天气有点冷,林克紧了紧自己的围脖,继续他未完的工作。
他在挖坑。
这是他这几天养成的习惯,在将那些穷凶极恶的对手打倒之后,会挖个坑把他们埋掉。
这是一件十分浪费精力的事情,但是林克却甘之若饴。
说他愧疚也好,伪善也罢,作为一名地道的中国人,他还是觉得入土为安是他能够为这些死者做的唯一一件事情。
哪怕这些人本身就想杀死他。
死者是一男一女,男的穿着一件华丽的斗篷,脸上盖着蓝紫色的面具,身形消瘦,虽然他已经死了,但是林克一想起之前的争斗,依然心有余悸。
这真是一个难缠的对手,可惜他有一个极大的弱点。
他看向另一具尸体。
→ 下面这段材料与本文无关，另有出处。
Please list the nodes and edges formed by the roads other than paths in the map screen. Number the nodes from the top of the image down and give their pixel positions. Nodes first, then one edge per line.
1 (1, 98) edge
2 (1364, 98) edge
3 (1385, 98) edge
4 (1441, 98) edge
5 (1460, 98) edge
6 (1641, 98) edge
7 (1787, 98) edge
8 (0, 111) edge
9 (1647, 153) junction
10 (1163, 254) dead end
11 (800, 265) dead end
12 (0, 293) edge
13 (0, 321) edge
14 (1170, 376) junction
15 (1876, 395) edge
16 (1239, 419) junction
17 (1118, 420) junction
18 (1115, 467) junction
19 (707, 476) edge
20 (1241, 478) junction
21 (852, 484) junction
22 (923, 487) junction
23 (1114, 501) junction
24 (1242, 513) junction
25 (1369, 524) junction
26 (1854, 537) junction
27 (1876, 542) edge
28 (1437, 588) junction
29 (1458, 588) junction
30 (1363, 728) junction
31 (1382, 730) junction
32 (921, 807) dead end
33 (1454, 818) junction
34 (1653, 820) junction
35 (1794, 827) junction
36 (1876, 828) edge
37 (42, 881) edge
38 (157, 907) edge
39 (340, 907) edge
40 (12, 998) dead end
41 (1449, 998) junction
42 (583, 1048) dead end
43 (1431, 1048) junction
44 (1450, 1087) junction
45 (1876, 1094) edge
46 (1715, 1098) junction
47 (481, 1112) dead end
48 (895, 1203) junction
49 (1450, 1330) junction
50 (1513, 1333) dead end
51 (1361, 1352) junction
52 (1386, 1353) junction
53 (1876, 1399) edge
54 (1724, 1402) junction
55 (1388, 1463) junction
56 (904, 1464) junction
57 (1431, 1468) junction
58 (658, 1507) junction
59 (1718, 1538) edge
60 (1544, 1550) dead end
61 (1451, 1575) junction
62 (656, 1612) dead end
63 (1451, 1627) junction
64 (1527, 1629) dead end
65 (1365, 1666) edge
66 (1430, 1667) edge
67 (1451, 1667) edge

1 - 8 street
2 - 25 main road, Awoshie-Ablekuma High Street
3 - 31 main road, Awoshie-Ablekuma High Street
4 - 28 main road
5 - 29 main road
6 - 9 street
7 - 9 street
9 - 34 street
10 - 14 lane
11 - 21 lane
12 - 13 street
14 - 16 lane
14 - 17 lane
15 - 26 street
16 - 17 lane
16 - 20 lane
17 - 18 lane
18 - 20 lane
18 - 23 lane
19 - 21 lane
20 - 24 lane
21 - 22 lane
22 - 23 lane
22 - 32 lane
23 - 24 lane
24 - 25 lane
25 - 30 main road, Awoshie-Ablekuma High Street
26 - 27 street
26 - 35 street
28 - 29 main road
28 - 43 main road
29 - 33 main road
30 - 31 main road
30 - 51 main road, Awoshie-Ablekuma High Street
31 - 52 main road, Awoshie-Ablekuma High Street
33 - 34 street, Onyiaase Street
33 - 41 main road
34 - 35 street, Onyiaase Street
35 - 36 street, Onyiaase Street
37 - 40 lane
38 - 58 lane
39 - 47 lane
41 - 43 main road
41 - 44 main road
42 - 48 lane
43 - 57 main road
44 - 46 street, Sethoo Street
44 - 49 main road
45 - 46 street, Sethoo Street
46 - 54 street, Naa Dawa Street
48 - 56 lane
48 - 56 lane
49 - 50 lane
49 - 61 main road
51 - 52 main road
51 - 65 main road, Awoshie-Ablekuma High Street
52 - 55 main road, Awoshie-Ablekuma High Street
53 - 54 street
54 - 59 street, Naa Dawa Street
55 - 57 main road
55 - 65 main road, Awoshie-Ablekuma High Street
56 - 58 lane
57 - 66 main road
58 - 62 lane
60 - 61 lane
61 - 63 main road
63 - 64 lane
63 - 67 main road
那是一名十五六岁的粉发少女,脸上有着陈旧的血迹,哪怕是死了,那纤细的双手依然紧紧握住那把和她身材不成比例的消防斧。
面具男就是太过大意,所以死在了这把斧头下面。
把两具尸体扔到坑里,林克开始往上填土。
他的动作很慢,因为他填土的铲子是他熟手的武器。
他是想换成少女手里的消防斧的,但是掂量了一下自己的水平之后,害死选择了放弃。
当然,他也没有给对手留武器的习惯,在把二人扔下去的同时,消防斧也被丢了进去。
忙完这些,林克才有时间拄着铲子喘息。
在这个孤岛上并不是战后就有固定时间可以休息的,所以他浪费这么多时间就为了让人入土为安,实在是令人费解。
休息够了,林克看也不看这里,抬步就往森林的方向走去。
虽然老话有句谚语叫逢林莫入,但是在这个地方,似乎并不算什么良言。
因为游荡在这个孤岛上的,可都不是什么善类。
林克选择入林,其实也是一种不是办法的办法。
相比起那些穷凶极恶的杀人狂,他还是觉得森林里面千奇百怪的猛兽毒虫更可爱一些。
无论什么时候,人类都是最可怕的。
这十几天的经历实在是令林克深有体会。
至于这里究竟有什么秘密,那个骨架是什么,林克一概都不想知道。
他的目标只有一个,活下去!
苟延残喘也要活下去,活到能够逃离这里的一天。
森林里的一切都是陌生的,脚踩在厚厚的枯枝败叶上发出咔咔的声响,头顶的大树遮天蔽日,不时伸首吐信的巨蛇,在枝干之中扑腾的暗鸦,趴在树上吸取汁液的拳头蚊,使得林克好像穿梭于史前的魔境之中。
在这里,一个小小的人类,不过只是刚好够塞牙缝的食物,处于食物链的底端,毫无尊严可言。
小心翼翼的避开那些猛兽的地盘,托着一坨老虎粑粑的林克好不容易走到自己前几天搭好的草屋,看见仿佛被台风肆虐过的地方,一时无言。
他无声的笑了起来,好像看见了什么有趣的事情。
在稀烂的草屋旁边,一团碎布和血渍十分刺眼。
因为周边洒满了猛兽的粑粑,一般来说,是不会有野兽过来肆虐。
那就只有人引过来一说了。
而看着这团碎布,林克也可以断定,这个人如今恐怕已经成了一团可以驱逐野兽的粑粑。